Entries supplied Start Marker

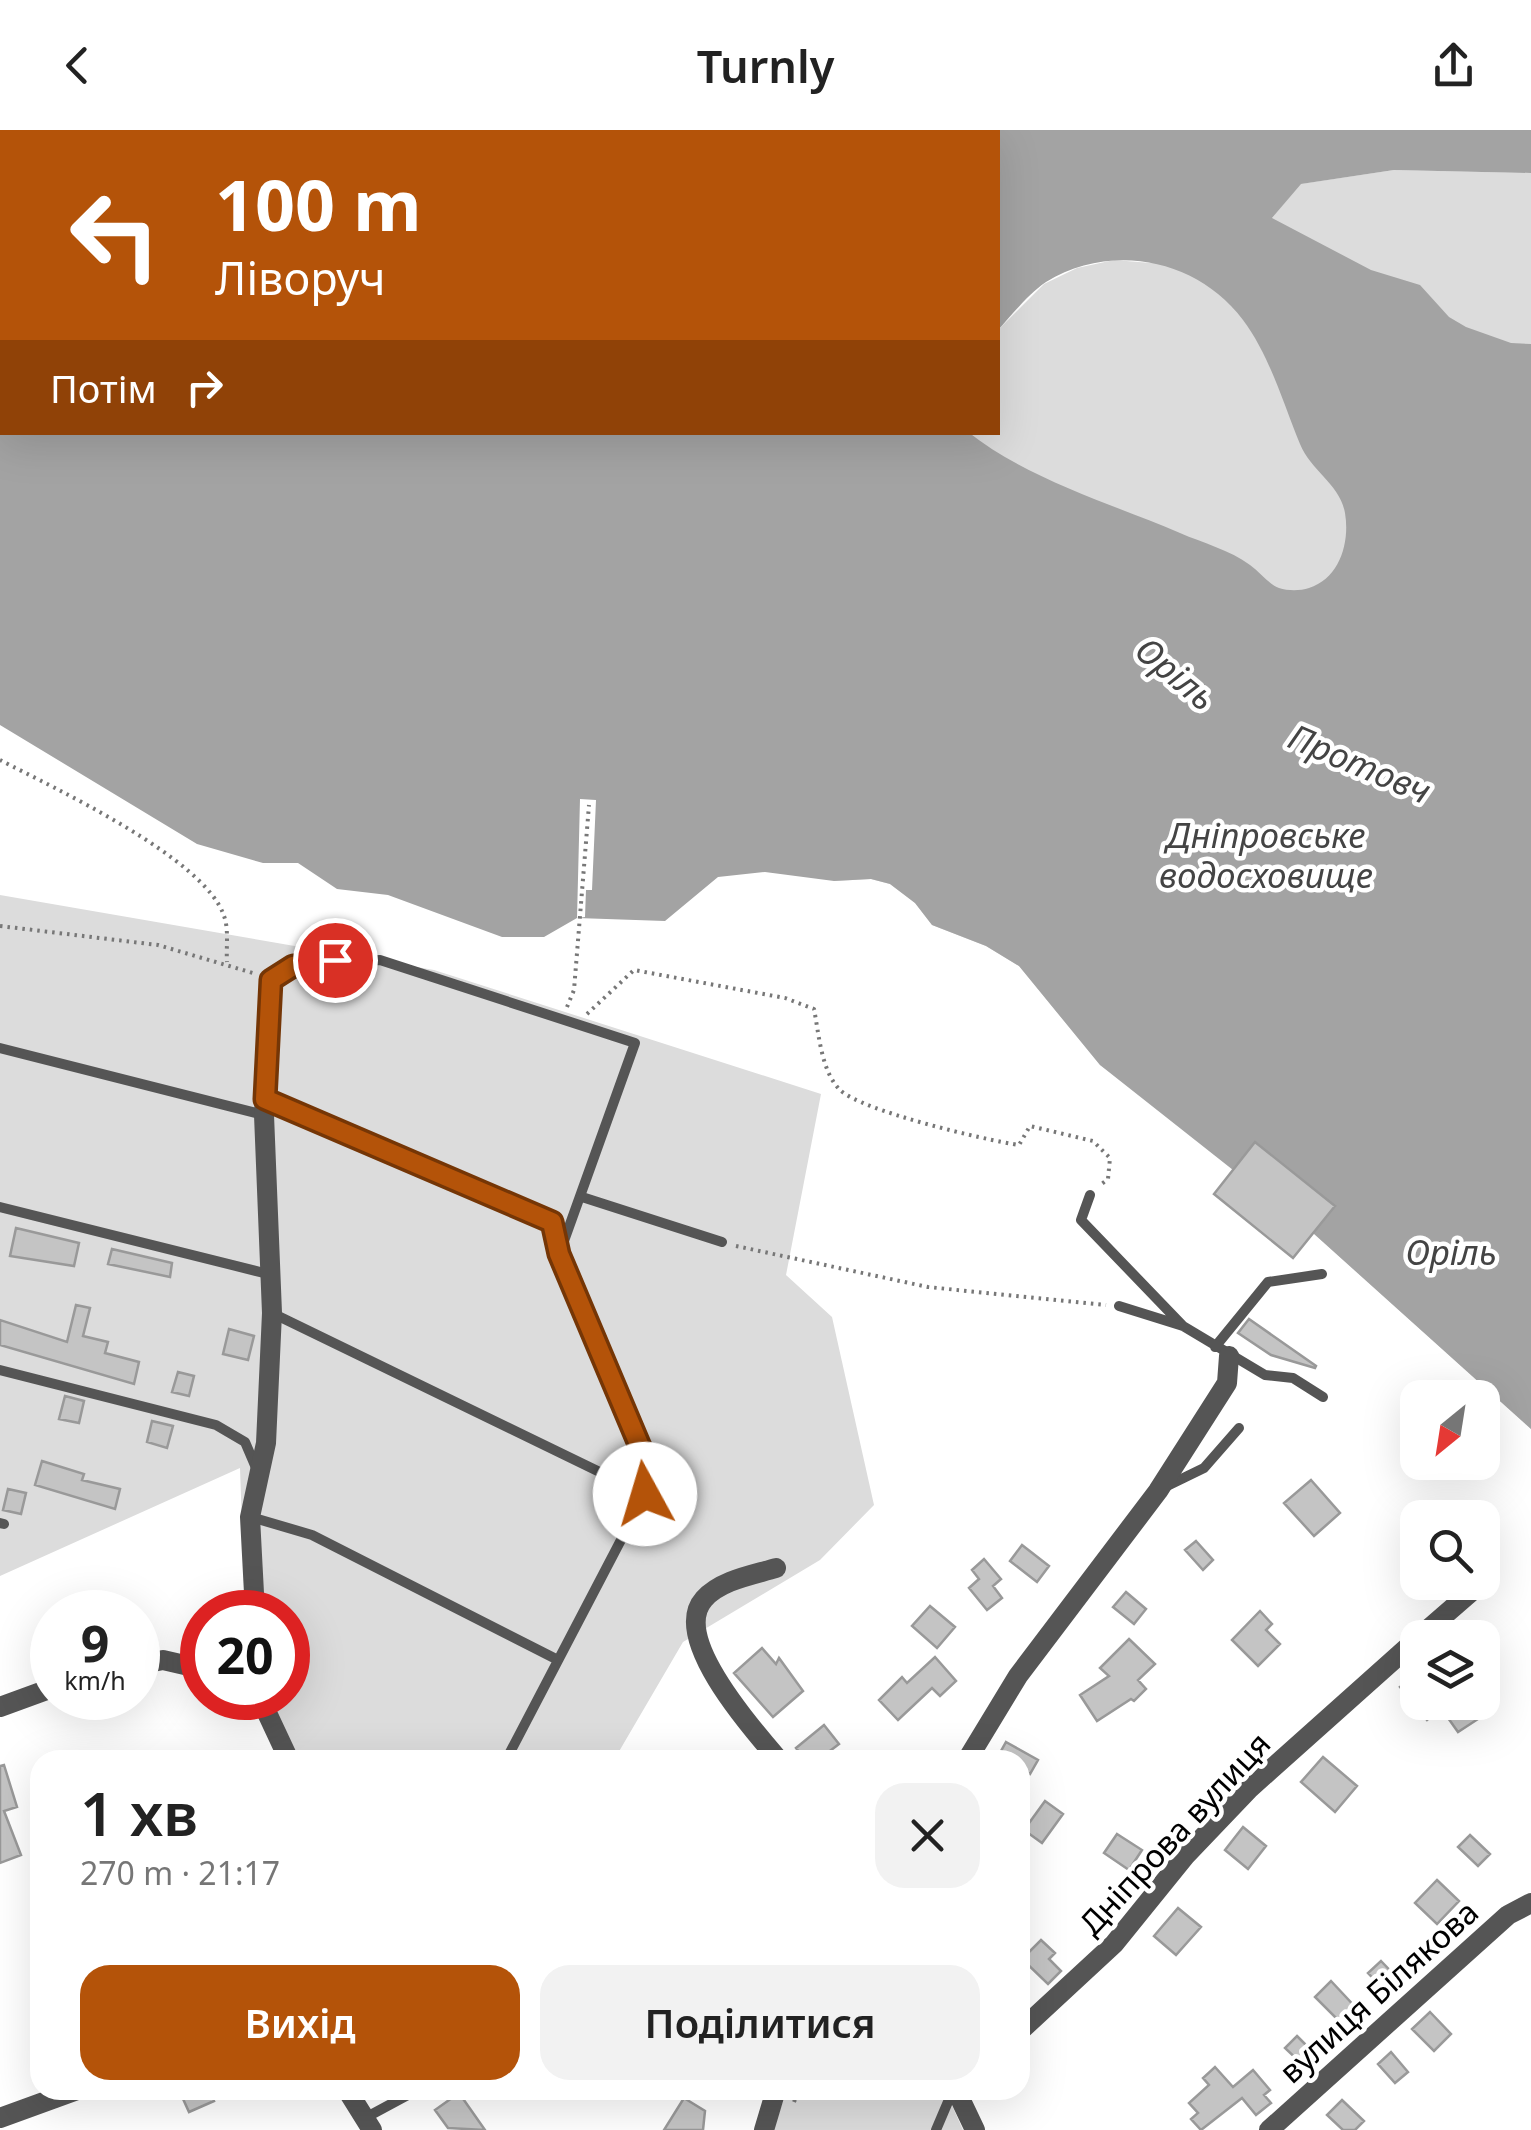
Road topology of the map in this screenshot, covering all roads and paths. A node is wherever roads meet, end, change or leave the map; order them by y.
1 (0, 760) edge
2 (589, 806) dead end
3 (0, 926) edge
4 (227, 962) junction
5 (271, 980) junction
6 (561, 1020) junction
7 (577, 1025) junction
8 (0, 1048) edge
9 (264, 1107) junction
10 (1090, 1195) joint
11 (582, 1196) junction
12 (0, 1207) edge
13 (722, 1242) joint
14 (559, 1254) junction
15 (268, 1274) junction
16 (1322, 1274) dead end
17 (1120, 1306) joint
18 (272, 1313) junction
19 (1183, 1326) junction
20 (1222, 1351) junction
21 (0, 1370) edge
22 (1323, 1396) dead end
23 (1239, 1428) dead end
24 (258, 1472) junction
25 (1158, 1490) junction
26 (645, 1494) junction
27 (250, 1517) junction
28 (776, 1568) dead end
29 (253, 1590) edge
30 (1462, 1600) edge
31 (1439, 1620) edge
32 (1400, 1654) edge
33 (558, 1660) junction
34 (30, 1696) edge
35 (0, 1707) edge
36 (272, 1720) edge
37 (285, 1750) edge
38 (511, 1750) edge
39 (772, 1750) edge
40 (973, 1750) edge
41 (1531, 1903) edge
42 (1030, 2022) edge
43 (50, 2100) edge
44 (351, 2100) edge
45 (401, 2100) edge
46 (773, 2100) edge
47 (950, 2100) edge
48 (960, 2100) edge
49 (0, 2118) edge
50 (361, 2126) edge
51 (764, 2130) edge
52 (936, 2130) edge
53 (974, 2130) edge
54 (1269, 2130) edge

1 - 4 path
2 - 6 path
3 - 4 path
4 - 5 path
5 - 6 lane
5 - 9 street
6 - 7 lane
7 - 10 path
7 - 11 lane
8 - 9 lane
9 - 14 lane
9 - 15 street
10 - 19 lane
11 - 13 lane
11 - 14 lane
12 - 15 lane
13 - 17 path
14 - 26 lane
15 - 18 street
16 - 20 lane
17 - 19 lane
18 - 24 street
18 - 26 lane
19 - 20 lane
20 - 22 lane
20 - 25 street
21 - 24 lane
23 - 25 lane
24 - 27 street
25 - 40 street
26 - 33 lane
27 - 29 street
27 - 33 lane
28 - 39 street
30 - 31 street, Дніпрова вулиця
32 - 42 street, Дніпрова вулиця
33 - 38 lane
34 - 35 street
36 - 37 street
41 - 54 street, вулиця Білякова
43 - 49 street
44 - 50 street
45 - 50 lane
46 - 51 street
47 - 52 lane
48 - 53 street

Entries supplied End Marker

Could you retype every record above exactly, leaving the pictures out?

Response to this exercise:
Road topology of the map in this screenshot, covering all roads and paths. A node is wherever roads meet, end, change or leave the map; order them by y.
1 (0, 760) edge
2 (589, 806) dead end
3 (0, 926) edge
4 (227, 962) junction
5 (271, 980) junction
6 (561, 1020) junction
7 (577, 1025) junction
8 (0, 1048) edge
9 (264, 1107) junction
10 (1090, 1195) joint
11 (582, 1196) junction
12 (0, 1207) edge
13 (722, 1242) joint
14 (559, 1254) junction
15 (268, 1274) junction
16 (1322, 1274) dead end
17 (1120, 1306) joint
18 (272, 1313) junction
19 (1183, 1326) junction
20 (1222, 1351) junction
21 (0, 1370) edge
22 (1323, 1396) dead end
23 (1239, 1428) dead end
24 (258, 1472) junction
25 (1158, 1490) junction
26 (645, 1494) junction
27 (250, 1517) junction
28 (776, 1568) dead end
29 (253, 1590) edge
30 (1462, 1600) edge
31 (1439, 1620) edge
32 (1400, 1654) edge
33 (558, 1660) junction
34 (30, 1696) edge
35 (0, 1707) edge
36 (272, 1720) edge
37 (285, 1750) edge
38 (511, 1750) edge
39 (772, 1750) edge
40 (973, 1750) edge
41 (1531, 1903) edge
42 (1030, 2022) edge
43 (50, 2100) edge
44 (351, 2100) edge
45 (401, 2100) edge
46 (773, 2100) edge
47 (950, 2100) edge
48 (960, 2100) edge
49 (0, 2118) edge
50 (361, 2126) edge
51 (764, 2130) edge
52 (936, 2130) edge
53 (974, 2130) edge
54 (1269, 2130) edge

1 - 4 path
2 - 6 path
3 - 4 path
4 - 5 path
5 - 6 lane
5 - 9 street
6 - 7 lane
7 - 10 path
7 - 11 lane
8 - 9 lane
9 - 14 lane
9 - 15 street
10 - 19 lane
11 - 13 lane
11 - 14 lane
12 - 15 lane
13 - 17 path
14 - 26 lane
15 - 18 street
16 - 20 lane
17 - 19 lane
18 - 24 street
18 - 26 lane
19 - 20 lane
20 - 22 lane
20 - 25 street
21 - 24 lane
23 - 25 lane
24 - 27 street
25 - 40 street
26 - 33 lane
27 - 29 street
27 - 33 lane
28 - 39 street
30 - 31 street, Дніпрова вулиця
32 - 42 street, Дніпрова вулиця
33 - 38 lane
34 - 35 street
36 - 37 street
41 - 54 street, вулиця Білякова
43 - 49 street
44 - 50 street
45 - 50 lane
46 - 51 street
47 - 52 lane
48 - 53 street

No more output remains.